Alright, I am back from day 2 of CanSecWest. Even though we started right at 9:00 AM today, surprisingly many people made it to the conference room at the Sheraton Wall Centre on time. I am detecting disturbing lacks of party dedication there. Or maybe all these people were just like me hoping for a free breakfast. Unfortunately, the free food provided by the hotel gets worse from year to year. Anyway, let's take a quick look at the talks today as the line-up was amazingly strong today.

The day started off with a talk about malware on gaming consoles and mobile devices by DongJoong Ha and KiChan Ahn. They talked about what kind of network attacks are possible by owning some kind of always-connected gaming consoles. They also showed how malicious code can be injected in pirated software to build up botnet capabilities with the help of people that really, really need to get the latest Super Mario game for free. I really enjoyed the talk even though they did not really present new ideas. Rather, they ported known techniques from older devices to game consoles. Still, you can never be wrong talking about game consoles in front of a crowd of nerds.

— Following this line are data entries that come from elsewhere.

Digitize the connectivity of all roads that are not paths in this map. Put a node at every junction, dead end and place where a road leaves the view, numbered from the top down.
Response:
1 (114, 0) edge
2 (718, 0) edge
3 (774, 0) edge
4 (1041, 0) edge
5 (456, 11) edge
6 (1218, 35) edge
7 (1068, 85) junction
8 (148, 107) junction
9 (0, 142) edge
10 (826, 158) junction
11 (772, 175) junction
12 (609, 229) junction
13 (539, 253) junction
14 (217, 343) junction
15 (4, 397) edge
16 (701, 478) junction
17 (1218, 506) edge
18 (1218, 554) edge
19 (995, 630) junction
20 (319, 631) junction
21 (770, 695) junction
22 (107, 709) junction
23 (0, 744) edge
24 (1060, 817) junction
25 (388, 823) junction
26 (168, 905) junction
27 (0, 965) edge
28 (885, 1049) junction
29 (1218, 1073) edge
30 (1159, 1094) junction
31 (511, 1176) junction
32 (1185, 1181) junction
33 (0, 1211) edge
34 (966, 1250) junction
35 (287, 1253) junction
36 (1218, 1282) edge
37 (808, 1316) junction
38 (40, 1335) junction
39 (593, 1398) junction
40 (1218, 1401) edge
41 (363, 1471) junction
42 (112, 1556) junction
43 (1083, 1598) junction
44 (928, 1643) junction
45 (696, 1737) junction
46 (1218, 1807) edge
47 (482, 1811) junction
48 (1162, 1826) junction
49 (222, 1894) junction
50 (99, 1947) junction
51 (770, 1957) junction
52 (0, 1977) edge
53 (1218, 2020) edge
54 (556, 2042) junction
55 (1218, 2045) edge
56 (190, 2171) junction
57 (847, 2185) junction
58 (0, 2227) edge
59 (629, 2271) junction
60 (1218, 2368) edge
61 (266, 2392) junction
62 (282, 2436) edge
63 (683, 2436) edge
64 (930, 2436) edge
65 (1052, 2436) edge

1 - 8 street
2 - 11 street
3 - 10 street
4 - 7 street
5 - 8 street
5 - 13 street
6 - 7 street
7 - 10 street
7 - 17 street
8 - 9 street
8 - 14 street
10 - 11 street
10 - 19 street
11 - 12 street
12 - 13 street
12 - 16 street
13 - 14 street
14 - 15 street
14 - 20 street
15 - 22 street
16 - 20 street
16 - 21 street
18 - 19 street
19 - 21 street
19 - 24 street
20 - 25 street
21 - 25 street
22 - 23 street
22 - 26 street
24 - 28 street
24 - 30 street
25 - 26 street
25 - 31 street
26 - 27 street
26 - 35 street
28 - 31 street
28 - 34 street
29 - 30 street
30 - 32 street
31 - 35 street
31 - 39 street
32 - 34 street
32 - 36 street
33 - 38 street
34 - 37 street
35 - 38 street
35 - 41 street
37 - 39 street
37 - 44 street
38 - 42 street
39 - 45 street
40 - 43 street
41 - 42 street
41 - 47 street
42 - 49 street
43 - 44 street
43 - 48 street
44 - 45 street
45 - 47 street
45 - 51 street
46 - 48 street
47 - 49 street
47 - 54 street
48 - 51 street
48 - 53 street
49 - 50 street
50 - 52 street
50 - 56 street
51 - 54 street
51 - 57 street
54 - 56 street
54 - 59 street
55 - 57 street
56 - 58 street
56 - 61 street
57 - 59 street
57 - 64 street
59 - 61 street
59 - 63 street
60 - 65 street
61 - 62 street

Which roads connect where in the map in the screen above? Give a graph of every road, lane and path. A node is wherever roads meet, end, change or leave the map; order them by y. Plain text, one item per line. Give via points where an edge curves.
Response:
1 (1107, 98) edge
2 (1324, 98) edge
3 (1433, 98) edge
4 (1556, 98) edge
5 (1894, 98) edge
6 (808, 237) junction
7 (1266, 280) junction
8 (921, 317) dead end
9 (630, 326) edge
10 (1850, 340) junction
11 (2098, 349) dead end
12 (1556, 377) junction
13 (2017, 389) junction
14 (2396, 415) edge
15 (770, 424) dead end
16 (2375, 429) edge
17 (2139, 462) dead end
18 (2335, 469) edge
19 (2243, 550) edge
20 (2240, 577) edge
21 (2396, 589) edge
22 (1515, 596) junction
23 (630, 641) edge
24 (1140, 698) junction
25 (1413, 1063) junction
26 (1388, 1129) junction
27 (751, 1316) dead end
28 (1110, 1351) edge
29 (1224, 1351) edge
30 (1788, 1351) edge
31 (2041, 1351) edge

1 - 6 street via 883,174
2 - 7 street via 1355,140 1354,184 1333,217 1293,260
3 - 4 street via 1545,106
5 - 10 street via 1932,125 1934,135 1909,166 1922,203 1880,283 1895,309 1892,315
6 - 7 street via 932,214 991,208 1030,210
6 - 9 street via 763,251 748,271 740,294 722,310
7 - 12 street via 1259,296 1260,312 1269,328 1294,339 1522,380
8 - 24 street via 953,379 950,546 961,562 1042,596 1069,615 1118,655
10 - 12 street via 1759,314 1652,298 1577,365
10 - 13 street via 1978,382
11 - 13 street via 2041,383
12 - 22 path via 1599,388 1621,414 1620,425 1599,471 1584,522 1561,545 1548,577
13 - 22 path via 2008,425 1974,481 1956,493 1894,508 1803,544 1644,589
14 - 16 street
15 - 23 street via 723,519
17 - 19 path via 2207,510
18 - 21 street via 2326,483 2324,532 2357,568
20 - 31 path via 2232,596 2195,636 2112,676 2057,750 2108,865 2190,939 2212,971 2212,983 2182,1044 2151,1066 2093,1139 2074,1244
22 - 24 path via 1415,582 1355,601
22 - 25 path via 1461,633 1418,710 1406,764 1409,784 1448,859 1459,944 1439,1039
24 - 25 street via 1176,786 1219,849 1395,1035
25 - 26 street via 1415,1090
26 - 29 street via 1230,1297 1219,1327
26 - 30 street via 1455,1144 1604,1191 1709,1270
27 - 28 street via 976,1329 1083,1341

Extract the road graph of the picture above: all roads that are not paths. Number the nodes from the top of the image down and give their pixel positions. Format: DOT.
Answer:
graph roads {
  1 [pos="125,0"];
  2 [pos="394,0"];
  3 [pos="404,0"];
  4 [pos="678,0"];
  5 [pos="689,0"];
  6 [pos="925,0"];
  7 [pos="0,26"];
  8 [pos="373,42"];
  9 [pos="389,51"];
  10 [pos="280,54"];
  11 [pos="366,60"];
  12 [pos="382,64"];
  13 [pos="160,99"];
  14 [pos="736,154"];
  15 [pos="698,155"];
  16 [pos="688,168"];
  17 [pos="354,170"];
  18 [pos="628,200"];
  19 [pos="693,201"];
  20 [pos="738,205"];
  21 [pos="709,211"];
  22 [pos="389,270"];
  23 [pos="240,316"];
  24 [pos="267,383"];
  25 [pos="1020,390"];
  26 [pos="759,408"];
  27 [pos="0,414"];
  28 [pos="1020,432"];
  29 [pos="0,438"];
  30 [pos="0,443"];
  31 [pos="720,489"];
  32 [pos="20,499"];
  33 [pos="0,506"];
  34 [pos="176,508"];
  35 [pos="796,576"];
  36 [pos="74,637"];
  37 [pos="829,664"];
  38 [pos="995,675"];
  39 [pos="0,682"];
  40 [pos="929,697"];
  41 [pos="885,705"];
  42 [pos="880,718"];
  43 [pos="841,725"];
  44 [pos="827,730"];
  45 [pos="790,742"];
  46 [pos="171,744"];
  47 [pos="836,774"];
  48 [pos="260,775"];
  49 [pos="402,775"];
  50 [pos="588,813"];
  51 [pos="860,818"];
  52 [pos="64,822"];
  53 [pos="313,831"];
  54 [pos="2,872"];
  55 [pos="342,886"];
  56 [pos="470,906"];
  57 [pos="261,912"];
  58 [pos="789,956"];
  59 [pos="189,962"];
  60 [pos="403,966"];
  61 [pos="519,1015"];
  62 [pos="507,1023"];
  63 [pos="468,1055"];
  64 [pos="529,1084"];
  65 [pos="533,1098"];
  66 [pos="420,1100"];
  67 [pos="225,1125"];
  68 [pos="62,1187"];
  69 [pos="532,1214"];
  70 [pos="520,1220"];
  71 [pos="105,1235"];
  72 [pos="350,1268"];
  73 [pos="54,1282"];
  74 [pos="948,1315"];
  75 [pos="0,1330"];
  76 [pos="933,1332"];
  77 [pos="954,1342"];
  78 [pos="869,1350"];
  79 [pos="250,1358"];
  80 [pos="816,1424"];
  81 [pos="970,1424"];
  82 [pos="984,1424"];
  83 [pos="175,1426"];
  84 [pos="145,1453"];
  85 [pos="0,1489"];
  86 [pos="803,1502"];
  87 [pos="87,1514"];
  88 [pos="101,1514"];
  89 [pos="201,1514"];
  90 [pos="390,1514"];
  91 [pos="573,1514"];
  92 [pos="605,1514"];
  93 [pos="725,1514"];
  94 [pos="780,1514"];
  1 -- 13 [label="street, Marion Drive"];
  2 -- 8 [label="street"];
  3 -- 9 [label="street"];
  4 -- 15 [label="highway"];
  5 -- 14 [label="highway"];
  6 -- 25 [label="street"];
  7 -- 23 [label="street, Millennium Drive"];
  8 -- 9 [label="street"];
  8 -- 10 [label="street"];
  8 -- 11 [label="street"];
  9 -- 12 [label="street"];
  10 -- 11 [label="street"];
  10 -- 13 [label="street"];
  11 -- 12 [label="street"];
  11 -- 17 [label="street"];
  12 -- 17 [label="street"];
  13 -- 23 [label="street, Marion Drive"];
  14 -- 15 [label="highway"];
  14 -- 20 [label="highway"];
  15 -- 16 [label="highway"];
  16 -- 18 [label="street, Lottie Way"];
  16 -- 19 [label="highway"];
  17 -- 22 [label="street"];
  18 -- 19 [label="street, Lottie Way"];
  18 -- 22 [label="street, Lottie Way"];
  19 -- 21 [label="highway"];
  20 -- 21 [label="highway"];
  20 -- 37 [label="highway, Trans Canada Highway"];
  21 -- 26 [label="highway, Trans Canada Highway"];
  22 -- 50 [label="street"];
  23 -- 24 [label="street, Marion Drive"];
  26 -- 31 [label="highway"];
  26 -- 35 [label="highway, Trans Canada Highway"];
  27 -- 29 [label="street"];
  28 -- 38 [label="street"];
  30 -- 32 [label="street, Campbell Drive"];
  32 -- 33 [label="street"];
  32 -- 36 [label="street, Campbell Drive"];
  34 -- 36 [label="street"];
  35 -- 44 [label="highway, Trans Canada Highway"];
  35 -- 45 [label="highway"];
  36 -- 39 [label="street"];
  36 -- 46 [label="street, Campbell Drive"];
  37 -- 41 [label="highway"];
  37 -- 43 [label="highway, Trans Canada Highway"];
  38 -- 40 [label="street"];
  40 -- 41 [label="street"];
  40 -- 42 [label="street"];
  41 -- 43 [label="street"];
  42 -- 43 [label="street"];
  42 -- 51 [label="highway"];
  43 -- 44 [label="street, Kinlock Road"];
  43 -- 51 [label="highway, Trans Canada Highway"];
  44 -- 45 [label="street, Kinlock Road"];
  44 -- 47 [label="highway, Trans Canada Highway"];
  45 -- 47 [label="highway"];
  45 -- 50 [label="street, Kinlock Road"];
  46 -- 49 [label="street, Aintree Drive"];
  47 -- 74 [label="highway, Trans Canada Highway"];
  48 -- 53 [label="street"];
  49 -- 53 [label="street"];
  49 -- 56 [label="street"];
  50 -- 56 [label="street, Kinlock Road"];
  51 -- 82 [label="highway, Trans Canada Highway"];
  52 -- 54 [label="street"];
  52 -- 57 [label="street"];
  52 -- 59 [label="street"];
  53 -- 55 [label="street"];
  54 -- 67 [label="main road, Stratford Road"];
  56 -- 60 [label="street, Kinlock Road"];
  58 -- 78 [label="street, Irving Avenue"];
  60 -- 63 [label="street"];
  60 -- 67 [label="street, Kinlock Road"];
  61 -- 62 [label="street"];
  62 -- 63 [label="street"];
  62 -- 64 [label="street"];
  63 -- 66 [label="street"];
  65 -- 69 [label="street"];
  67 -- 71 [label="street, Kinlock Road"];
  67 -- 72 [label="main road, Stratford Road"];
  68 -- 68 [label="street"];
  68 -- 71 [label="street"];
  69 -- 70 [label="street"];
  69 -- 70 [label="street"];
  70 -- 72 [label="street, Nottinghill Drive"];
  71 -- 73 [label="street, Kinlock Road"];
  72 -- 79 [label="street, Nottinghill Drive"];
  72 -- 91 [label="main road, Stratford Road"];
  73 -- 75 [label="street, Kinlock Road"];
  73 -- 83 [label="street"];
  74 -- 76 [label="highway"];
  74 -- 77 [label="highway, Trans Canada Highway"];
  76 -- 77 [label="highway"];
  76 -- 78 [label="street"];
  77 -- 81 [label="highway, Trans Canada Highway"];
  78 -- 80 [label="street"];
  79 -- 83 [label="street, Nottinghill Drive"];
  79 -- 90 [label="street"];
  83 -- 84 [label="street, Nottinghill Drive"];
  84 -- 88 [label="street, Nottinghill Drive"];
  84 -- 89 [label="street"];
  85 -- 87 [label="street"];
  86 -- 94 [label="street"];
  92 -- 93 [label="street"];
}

The second talk was called Dynamic Cryptographic Trapdoors by Eric Filiol. That was the only talk I skipped. Eric is a pretty smart guy and when he talks about cryptography it will fry my brain. I did not need this again. Rather, I went outside to hack away for an hour on my Flash RE tools.

After Eric's talk I went back inside to see Haifei Li's talk about ActionScript 3 vulnerabilities in Flash. He focused on type confusion in the ActionScript virtual machine caused by mismatches between what the ActionScript code verifier verifies and what the ActionScript JIT compiler compiles and executes. Due to my day job I have seen exactly that kind of bug roughly a million times already. Still, Haifei's talk was interesting and it is good to see what kind of work other people do on Adobe stuff.

After lunch (my food quality complaint still applies), Andrea Barisani and Daniele Bianco of Inversepath talked about Chip & PIN cards which are very popular in Europe. The talked a bit about the Chip & PIN standard, its weaknesses, and potential attack vectors. They also brought some surprisingly small skimming devices to show to the audience. Even though this is not my kind of topic, the talk was the most interesting talk of the day. As part of their presentation, Andrea and Daniele produced a short movie that can only be described as legendary. I have already asked them to upload the video to YouTube but unfortunately they did not warm up to that idea.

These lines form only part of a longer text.